All of my issues with Leatherface before were that it was a fool's errand after the first two sequels that three and four could be able to recreate their structures and scenes from the first film without the comparisons being made. Here when Leatherface chases a woman through the woods with a chainsaw it becomes one of the scenes where the film does feel its weaknesses, merely the fate outside its own hands that it cannot match the first. Moments appear throughout the film, like the subplot of a previous female survivor still rooming the area in a near catatonic state, trying to add more to the same plot remade here from before, but its plotting as a horror film, as much as its action beats of fighting and setting people on fire, are far less interesting than being allowed to spend time with the Sawyer family at the dinner table. This is one of the issues with these films where the protagonists we are meant to be in the shoes off are bland ciphers, when here the Sawyers are more interesting being perversely wholesome for a bunch of homicidal psychopaths. Yes, there are parts of them which are still deliberately evil, such as the violence or the marks of racism in their dialogue, which does further another flaw of the film that, with these figures more interesting to watch, the attempt to be extreme at the same time does jar considerably.

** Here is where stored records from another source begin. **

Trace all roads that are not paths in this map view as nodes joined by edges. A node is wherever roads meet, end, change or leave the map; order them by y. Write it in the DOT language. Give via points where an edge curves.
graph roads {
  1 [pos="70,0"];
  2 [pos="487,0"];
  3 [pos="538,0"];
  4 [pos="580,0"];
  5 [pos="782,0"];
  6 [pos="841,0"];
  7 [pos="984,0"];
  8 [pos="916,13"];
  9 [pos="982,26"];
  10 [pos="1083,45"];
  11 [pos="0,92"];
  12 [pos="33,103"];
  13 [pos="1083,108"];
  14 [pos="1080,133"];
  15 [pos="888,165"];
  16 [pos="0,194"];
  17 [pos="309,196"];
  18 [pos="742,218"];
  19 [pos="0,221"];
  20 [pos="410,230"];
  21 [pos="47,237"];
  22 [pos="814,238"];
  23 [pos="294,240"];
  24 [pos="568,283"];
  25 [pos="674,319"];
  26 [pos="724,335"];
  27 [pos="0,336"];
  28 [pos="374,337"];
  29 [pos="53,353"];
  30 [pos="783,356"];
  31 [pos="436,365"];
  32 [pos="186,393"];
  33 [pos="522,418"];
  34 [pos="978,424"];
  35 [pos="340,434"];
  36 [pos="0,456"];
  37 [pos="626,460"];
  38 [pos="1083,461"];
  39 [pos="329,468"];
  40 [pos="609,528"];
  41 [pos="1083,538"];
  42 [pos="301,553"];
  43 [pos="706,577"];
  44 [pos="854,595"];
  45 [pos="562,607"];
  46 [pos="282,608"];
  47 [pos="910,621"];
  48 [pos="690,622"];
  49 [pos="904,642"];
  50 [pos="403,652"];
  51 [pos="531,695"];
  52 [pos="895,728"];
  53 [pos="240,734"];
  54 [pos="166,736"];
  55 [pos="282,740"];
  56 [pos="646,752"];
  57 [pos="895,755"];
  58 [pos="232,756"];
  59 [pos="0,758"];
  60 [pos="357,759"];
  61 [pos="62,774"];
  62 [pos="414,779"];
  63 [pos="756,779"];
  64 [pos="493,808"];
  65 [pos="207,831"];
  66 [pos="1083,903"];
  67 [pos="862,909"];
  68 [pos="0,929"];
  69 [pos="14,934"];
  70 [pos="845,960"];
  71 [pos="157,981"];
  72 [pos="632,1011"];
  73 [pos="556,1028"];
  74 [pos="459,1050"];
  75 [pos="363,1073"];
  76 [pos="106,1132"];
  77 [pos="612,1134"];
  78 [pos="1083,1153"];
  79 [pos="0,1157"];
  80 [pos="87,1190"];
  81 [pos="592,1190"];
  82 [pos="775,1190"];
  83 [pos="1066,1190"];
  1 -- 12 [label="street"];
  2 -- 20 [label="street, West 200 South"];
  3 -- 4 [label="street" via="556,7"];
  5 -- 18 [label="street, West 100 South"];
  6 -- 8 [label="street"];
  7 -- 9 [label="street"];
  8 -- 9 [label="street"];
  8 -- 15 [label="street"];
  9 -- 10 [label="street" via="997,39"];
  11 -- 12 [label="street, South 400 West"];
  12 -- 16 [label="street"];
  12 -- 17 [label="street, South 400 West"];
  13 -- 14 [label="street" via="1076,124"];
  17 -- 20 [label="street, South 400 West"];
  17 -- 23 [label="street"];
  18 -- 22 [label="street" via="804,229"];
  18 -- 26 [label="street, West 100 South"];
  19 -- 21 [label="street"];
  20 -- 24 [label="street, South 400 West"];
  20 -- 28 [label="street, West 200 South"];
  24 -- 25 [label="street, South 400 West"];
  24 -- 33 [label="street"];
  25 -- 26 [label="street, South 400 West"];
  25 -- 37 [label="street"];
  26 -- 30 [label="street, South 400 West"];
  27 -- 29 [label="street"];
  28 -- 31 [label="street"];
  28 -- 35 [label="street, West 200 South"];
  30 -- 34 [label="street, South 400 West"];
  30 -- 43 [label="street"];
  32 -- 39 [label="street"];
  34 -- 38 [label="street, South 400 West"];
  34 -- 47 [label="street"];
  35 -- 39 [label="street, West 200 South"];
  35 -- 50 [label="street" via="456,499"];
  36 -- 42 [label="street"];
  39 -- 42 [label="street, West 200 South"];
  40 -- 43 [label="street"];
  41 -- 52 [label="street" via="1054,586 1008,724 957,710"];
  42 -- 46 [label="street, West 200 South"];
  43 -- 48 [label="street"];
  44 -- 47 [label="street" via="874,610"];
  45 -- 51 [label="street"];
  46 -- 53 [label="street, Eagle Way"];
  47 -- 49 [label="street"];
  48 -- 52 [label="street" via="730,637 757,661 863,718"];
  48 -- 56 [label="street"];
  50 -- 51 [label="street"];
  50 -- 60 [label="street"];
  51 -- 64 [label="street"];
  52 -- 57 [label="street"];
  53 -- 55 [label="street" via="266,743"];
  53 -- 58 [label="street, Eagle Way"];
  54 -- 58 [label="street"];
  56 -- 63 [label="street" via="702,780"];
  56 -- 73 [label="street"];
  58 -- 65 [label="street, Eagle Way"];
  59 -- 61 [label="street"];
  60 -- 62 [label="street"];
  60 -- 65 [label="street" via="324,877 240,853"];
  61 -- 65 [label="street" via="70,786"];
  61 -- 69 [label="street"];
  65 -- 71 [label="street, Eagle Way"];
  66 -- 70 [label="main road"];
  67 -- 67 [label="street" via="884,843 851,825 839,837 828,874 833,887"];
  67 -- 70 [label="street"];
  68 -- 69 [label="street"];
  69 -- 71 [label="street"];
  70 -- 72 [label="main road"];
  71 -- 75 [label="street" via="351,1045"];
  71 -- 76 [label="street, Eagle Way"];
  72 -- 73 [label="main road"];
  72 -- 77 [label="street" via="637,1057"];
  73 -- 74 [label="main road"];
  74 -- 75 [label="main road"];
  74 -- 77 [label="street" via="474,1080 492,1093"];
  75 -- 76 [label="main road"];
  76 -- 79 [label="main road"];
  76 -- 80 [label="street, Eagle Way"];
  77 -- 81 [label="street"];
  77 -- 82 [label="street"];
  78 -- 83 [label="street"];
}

The clash between being a greasy, cruel movie - where the heroine has to have her hands nailed to chair arms rather than tied on and dialogue at one point with gruesome implications of sexual violence - and a mainstream horror sequel is still there, a film which was lucky enough to be able to have its tone because this franchise could be sold, but it comes with all the compromises of being a film for the mainstream in that it cannot take the risks the second film did. This film had a trailer parodying Excalibur (1981) and Arthurian legend by having the Lady of the Lake of Arthurian legend, who gave King Arthur the legendary Excalibur sword, thrust out the lake a chainsaw for Leatherface, and for all the good things I now appreciate about this third film now, that trailer does connect to its clear flaws as well. The film that would have been the best from this time, but would not have been allowed to be made, would have continued the sick sense of humour of before fully, pure gorgonzola in a good way rather than just a film I just appreciate with a fondness for how far a lurid film can be appreciated.